Hong Kong protesters donned Halloween masks in Lan Kuwai Fong on Thursday night, refuting an emergency law banning face cover.
Anthony Wallace | AFP | Getty Images
Hong Kong's economy is likely to "remain weak" for the remainder of this year, economists and trade experts told CNBC on Friday.
"They are hitting two fronts. Protests are affecting retail sales. This affects tourism. Plus, of course, you have an American-Chinese trade war that affects exports. So, we expect, that we are not likely to see positive growth in Q4. We will see a further contraction, "said Sian Fenner, Asia's leading economist at Oxford Economics.
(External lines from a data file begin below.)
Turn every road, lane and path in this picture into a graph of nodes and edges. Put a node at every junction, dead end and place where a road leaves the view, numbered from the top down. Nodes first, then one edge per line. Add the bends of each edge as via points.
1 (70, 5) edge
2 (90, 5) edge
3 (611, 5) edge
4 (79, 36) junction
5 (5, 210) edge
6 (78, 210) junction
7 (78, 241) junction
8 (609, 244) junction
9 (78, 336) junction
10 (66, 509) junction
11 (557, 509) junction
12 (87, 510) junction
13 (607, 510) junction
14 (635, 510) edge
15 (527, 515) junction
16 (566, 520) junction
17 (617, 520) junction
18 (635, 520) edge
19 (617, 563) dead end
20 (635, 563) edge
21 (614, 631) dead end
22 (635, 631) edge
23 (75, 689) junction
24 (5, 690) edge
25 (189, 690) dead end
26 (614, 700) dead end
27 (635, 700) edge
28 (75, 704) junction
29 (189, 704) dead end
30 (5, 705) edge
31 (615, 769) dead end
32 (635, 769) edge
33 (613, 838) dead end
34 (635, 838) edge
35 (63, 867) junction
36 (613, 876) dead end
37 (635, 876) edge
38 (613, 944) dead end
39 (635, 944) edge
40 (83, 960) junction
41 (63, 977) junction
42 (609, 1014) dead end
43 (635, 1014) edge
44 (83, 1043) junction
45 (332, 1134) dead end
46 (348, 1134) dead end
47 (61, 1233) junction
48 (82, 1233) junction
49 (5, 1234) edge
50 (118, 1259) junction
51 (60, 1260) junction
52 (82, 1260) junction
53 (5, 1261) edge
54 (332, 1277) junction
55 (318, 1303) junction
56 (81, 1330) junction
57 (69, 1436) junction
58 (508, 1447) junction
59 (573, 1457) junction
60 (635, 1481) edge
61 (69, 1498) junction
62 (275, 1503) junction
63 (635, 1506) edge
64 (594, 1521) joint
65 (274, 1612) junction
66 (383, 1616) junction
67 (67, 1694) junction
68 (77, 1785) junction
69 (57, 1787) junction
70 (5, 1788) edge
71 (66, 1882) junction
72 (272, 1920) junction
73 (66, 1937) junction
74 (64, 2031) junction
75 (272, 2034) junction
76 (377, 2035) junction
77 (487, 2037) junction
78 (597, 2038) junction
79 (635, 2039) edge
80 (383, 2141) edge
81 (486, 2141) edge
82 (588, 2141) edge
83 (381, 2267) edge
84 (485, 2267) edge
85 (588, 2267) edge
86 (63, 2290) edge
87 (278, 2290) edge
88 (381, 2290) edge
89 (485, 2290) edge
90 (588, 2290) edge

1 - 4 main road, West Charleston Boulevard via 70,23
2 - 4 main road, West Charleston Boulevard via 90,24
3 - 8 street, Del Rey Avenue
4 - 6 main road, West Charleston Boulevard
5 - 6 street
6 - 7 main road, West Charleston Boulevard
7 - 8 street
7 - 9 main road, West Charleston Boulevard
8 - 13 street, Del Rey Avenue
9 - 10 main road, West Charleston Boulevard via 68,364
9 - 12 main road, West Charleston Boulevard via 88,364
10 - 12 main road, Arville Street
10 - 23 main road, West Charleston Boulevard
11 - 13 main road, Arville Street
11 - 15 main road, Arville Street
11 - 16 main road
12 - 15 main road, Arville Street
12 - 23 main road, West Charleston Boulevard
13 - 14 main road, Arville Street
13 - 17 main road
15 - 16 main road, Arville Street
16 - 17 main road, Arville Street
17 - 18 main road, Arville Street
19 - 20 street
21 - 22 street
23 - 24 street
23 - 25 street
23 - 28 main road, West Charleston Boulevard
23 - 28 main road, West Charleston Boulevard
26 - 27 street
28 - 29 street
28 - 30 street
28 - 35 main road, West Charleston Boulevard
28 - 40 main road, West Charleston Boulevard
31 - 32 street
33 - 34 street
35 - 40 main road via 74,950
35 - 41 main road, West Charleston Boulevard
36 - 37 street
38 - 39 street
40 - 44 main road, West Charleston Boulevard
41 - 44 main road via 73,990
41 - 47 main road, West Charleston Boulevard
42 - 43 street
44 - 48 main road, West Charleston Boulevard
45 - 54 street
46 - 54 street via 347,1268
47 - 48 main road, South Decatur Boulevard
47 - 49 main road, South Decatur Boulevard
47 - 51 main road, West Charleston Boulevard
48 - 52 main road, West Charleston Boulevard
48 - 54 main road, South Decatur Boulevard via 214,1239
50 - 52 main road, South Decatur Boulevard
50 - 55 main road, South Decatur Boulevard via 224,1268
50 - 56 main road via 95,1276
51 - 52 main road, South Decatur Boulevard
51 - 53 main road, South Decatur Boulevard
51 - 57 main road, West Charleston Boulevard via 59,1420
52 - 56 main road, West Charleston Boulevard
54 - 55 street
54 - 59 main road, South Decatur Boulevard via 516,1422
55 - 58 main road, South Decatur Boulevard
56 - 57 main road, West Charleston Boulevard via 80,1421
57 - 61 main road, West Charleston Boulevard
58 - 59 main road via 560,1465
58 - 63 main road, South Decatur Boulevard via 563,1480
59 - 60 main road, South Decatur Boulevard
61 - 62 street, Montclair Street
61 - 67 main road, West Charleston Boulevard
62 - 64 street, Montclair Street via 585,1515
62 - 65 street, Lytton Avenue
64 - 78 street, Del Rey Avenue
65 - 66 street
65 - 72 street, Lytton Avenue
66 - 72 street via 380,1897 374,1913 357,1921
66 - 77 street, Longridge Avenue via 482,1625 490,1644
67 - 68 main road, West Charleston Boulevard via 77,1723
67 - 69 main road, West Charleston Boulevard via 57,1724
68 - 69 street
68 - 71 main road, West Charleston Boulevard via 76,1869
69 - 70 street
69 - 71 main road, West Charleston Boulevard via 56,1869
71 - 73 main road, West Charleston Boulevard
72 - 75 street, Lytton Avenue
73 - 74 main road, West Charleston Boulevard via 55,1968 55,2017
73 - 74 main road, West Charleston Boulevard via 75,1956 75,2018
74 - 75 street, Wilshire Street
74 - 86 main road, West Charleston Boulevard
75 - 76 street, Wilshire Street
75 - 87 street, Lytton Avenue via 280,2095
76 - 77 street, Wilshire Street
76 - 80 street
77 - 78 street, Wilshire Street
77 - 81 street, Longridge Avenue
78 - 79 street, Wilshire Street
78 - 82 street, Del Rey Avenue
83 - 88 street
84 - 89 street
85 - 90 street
The Asian financial hub slid into recession for the first time in a decade in the third quarter, according to government data released Thursday. The city statistics agency said domestic consumption is weakening amid ongoing anti-government protests. He also cited the prolonged US-China trade war as another factor, as Hong Kong reported an "increased decline" in exports.
Billy Wong, Deputy Director of Research at the Hong Kong Trade Development Council, said Hong Kong's negative growth did not exactly come as a surprise.
"The number is not so happy, but I would not say it is really a surprise. "I think Hong Kong was really expected to face an economic downturn," Wong said.
He agreed that trade war and protests were the major contributing factors to the shrinking Hong Kong economy. Wong, however, noted that while exports slowed last November, the city's GDP did not shrink until the third quarter of this year. When asked, he agreed that low consumption and a sluggish economy could lead to layoffs in sectors such as dining and retail.
But one industry has seen positive growth, Wong said. Because people are avoiding the streets, supermarkets are taking advantage as people buy more household needs, he said.
Low consumer spending
Local businesses told CNBC that they are certainly feeling the financial impact of domestic unrest. Even the shops in the usually bustling Van Chai neighborhood are amazed.
Kitty Chan, who works at her parents' flower shop, said she noticed that far fewer people buy feature bouquets. She estimated that the profit had dropped by 50% for the store, which she said had been in the area for 15 years.
"If the protest continues, I think it's really gone … They'll come to buy the flower at
Andy Ho, who works at a pharmacy in Wan Tea, gave similar grim figures:" Our store has been here for 50 years . Our business has really declined in recent months – nearly 40%. "
He said that while social unrest remains unresolved, the economy" will remain weak. "
" For our store, 70% of our customers are local and 30% are tourists, among 30% of tourists 80% of them have disappeared. As for the locals, in recent months people have really been less tends to spend … the economy in the next few months will still be weak, "said Ho.
Hong Kong – a former British colony returned to Chinese rule in 1997 – has been crippled by a widespread demon of suffering since early June. Reuters reported Thursday that local police were using tear gas to disperse hundreds of protesters, many dressed in black and wearing now-banned face masks mixed with people dressed for Halloween in the city.
The Oxford Economy & # 39; Fenner said that the biggest uncertainty for the city right now is when protests will end and "until it stops" key local drivers such as retailers and tourism will struggle to grow.
China-US Trade War
In a note dated Friday, Bank of America Meryl Lynch wrote that Hong Kong could face "prolonged recession" and lower its full-year GDP forecast to 2.1% annually decline. The previous GDP forecast for 2019 predicted a more subdued decline of 0.1%.
'Hong Kong is particularly vulnerable to weakness in external demand, given its dependence on tourism and its dependence on the Chinese economy. Many sectors (tourism, retail, hotel, catering and transport) have already been hit by months of disruption to businesses. Not to mention that high levels of insecurity also significantly eroded business confidence and depressed investment demand, "the bank wrote.
The US and China were set to meet in Chile to sign a" first phase "of the trade deal. But the president Donald Trump announced that the trip was canceled on Thursday due to protests in the South American nation, adding that "a new location will be announced soon" for the two leaders to sign.
While the Oxford economy phase, "Fenner said" phase one was "probably "Will continue e.g. okay, that doesn't mean the trade war is over. She said there would probably be more flip flops, but probably no more escalation in tariffs.
"But the damage is already done. We already have tariffs, about 18% on average 18 months ago. They are now above 20%. And we are not looking to eliminate these tariffs any time soon, "Fener said.
Without an extreme view of either the protests or the trade tensions between China and the US, HKTDC's Wong said, "things will remain weak by the end of this year."
But Wong hopes that as China and the US see a slowdown in their economies, they will be more likely to strike a deal. and thus relieve some trade pressure on Hong Kong.
– Vivian Kam of CNBC contributed to this report.
Correction: This story has been updated to reflect that the Van Tea Flower Shop has been open for 15 years. A previous version mistakenly noted how long it had worked.